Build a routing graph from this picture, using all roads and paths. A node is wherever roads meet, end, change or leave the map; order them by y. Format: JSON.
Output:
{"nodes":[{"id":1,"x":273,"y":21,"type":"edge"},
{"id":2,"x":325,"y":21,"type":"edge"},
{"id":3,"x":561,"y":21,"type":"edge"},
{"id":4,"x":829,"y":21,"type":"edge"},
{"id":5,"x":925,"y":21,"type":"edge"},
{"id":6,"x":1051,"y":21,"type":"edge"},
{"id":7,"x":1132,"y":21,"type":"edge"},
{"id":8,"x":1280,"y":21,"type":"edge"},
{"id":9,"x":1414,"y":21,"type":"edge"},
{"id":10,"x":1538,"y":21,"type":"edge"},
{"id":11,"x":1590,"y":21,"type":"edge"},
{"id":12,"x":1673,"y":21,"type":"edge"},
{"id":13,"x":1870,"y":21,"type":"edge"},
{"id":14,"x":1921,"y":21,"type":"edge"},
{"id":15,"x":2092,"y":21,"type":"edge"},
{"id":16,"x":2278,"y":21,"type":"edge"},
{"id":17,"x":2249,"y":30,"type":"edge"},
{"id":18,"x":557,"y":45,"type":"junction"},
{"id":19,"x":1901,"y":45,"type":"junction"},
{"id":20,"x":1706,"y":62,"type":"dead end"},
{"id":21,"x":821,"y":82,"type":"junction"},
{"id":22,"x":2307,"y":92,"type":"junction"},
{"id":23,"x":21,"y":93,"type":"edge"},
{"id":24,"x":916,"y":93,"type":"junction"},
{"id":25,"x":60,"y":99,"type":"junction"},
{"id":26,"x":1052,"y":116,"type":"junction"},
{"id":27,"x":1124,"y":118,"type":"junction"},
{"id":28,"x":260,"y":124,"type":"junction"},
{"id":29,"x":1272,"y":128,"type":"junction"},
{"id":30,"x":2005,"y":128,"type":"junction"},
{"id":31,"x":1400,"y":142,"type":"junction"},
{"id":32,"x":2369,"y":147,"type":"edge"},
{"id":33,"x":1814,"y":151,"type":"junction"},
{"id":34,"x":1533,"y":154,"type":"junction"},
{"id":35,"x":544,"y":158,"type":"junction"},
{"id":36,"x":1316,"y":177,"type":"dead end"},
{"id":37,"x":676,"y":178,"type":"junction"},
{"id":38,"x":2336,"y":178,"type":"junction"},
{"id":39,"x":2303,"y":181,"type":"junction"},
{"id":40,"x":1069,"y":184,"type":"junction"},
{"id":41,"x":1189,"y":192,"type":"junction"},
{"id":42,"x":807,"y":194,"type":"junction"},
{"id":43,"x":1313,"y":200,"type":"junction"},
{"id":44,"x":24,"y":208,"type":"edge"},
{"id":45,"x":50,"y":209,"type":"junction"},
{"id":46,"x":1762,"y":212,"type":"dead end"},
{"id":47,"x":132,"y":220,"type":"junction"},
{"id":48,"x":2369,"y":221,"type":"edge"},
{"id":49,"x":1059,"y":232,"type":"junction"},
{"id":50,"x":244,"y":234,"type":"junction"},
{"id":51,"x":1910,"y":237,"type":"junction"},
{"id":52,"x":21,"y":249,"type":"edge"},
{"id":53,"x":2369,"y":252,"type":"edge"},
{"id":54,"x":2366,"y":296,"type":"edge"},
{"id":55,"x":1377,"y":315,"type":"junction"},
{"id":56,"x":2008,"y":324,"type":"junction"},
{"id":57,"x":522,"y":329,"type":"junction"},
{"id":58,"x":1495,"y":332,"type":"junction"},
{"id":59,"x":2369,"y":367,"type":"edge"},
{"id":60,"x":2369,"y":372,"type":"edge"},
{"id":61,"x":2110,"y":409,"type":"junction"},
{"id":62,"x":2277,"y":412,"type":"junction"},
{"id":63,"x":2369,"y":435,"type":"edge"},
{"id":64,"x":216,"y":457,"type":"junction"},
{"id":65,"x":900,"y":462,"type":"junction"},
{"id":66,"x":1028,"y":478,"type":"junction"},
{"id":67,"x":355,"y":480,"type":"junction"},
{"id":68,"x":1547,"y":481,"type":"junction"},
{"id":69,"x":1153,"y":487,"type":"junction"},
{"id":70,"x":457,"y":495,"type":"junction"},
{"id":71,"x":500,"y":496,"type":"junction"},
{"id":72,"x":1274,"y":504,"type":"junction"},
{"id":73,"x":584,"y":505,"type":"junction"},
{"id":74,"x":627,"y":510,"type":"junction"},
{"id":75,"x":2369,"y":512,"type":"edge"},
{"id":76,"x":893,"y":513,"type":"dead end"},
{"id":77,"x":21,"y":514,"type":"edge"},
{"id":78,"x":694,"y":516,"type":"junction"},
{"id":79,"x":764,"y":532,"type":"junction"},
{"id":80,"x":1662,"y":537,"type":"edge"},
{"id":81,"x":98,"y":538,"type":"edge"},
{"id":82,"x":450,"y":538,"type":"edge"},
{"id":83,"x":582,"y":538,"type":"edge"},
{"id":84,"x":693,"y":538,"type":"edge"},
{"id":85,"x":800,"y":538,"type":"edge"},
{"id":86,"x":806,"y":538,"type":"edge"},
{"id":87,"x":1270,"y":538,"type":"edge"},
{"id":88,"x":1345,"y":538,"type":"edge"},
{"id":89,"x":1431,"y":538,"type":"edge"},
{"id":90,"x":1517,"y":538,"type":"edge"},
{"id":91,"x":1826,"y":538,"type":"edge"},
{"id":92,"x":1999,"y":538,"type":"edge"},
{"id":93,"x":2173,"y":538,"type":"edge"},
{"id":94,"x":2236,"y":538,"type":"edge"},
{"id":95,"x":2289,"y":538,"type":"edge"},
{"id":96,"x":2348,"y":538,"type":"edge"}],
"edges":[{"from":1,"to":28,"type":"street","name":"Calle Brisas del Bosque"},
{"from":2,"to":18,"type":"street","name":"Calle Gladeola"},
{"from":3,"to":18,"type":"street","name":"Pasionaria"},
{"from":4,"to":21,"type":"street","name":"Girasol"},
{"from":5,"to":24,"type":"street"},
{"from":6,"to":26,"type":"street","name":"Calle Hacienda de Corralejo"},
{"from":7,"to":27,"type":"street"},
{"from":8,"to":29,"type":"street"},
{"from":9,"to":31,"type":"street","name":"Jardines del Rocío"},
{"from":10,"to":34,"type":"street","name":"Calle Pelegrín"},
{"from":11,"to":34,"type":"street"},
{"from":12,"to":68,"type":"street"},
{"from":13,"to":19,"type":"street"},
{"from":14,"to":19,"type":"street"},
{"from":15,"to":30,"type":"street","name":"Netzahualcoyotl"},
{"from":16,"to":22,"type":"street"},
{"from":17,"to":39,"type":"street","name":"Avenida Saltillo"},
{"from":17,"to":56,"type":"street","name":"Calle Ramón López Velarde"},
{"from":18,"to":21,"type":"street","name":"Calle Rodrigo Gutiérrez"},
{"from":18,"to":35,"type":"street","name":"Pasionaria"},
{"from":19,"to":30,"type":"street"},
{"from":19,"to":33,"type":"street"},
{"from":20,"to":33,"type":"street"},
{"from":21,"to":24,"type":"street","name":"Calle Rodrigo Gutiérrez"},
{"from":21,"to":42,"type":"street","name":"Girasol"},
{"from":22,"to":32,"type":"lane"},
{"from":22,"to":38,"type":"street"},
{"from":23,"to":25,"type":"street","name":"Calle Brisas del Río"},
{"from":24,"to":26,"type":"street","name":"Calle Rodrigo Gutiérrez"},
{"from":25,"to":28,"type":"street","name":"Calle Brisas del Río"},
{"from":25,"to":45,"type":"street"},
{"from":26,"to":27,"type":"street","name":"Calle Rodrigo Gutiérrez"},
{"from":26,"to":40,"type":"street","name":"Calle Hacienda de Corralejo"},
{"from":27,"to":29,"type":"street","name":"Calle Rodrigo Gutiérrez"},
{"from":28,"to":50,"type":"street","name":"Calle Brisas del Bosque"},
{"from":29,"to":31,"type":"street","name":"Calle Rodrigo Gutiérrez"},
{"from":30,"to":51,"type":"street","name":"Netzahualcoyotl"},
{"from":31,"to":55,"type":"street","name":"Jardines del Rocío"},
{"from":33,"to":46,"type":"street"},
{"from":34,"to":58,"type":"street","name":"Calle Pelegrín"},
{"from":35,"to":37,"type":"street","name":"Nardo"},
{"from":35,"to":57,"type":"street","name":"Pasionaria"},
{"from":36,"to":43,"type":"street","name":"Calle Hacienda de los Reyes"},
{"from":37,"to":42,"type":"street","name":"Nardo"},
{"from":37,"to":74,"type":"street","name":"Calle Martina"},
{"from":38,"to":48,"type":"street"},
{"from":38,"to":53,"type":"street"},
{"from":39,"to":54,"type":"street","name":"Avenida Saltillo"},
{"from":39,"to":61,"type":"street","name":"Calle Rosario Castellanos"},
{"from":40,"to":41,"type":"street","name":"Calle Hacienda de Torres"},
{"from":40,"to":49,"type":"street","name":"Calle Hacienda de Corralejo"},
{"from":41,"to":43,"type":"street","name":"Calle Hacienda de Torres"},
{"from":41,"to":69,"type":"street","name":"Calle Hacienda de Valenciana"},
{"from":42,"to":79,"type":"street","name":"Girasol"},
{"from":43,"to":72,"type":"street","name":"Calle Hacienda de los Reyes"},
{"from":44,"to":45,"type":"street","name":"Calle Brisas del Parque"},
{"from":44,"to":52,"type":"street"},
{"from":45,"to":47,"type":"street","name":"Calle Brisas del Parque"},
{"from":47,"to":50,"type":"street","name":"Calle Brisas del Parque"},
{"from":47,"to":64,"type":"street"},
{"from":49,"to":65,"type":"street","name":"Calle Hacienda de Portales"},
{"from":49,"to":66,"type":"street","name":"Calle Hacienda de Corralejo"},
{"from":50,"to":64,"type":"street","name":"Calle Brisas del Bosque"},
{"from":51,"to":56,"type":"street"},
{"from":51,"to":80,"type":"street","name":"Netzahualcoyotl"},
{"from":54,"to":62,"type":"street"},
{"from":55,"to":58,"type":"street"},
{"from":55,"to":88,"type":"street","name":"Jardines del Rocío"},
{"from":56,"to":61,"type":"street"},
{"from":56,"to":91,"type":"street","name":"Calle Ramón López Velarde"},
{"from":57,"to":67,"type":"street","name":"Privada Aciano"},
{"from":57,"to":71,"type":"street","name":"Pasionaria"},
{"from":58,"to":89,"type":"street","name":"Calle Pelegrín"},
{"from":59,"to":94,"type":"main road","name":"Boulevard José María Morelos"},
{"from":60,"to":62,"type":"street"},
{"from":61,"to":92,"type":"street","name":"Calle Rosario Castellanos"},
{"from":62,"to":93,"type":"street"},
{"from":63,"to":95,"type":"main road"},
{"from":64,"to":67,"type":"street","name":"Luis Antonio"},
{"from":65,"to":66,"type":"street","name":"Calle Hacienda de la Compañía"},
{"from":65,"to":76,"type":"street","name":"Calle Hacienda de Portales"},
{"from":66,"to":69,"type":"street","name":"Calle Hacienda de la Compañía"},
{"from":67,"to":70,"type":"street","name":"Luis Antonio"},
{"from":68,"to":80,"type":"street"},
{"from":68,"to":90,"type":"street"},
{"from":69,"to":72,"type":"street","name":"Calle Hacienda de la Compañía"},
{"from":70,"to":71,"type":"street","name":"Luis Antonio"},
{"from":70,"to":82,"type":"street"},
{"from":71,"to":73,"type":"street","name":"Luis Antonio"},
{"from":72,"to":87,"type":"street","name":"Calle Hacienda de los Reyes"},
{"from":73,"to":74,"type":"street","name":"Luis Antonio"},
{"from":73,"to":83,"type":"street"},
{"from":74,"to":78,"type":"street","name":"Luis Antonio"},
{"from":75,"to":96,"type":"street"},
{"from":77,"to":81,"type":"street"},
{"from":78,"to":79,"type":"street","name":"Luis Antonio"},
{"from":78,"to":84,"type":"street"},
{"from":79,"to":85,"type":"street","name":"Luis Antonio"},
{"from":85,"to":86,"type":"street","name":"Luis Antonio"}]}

### EXERCISE DIRECTIONS
Line count for the string "Parque": tally the lines of the records above that contain it and give only the result.

### EXERCISE SOLUTION
3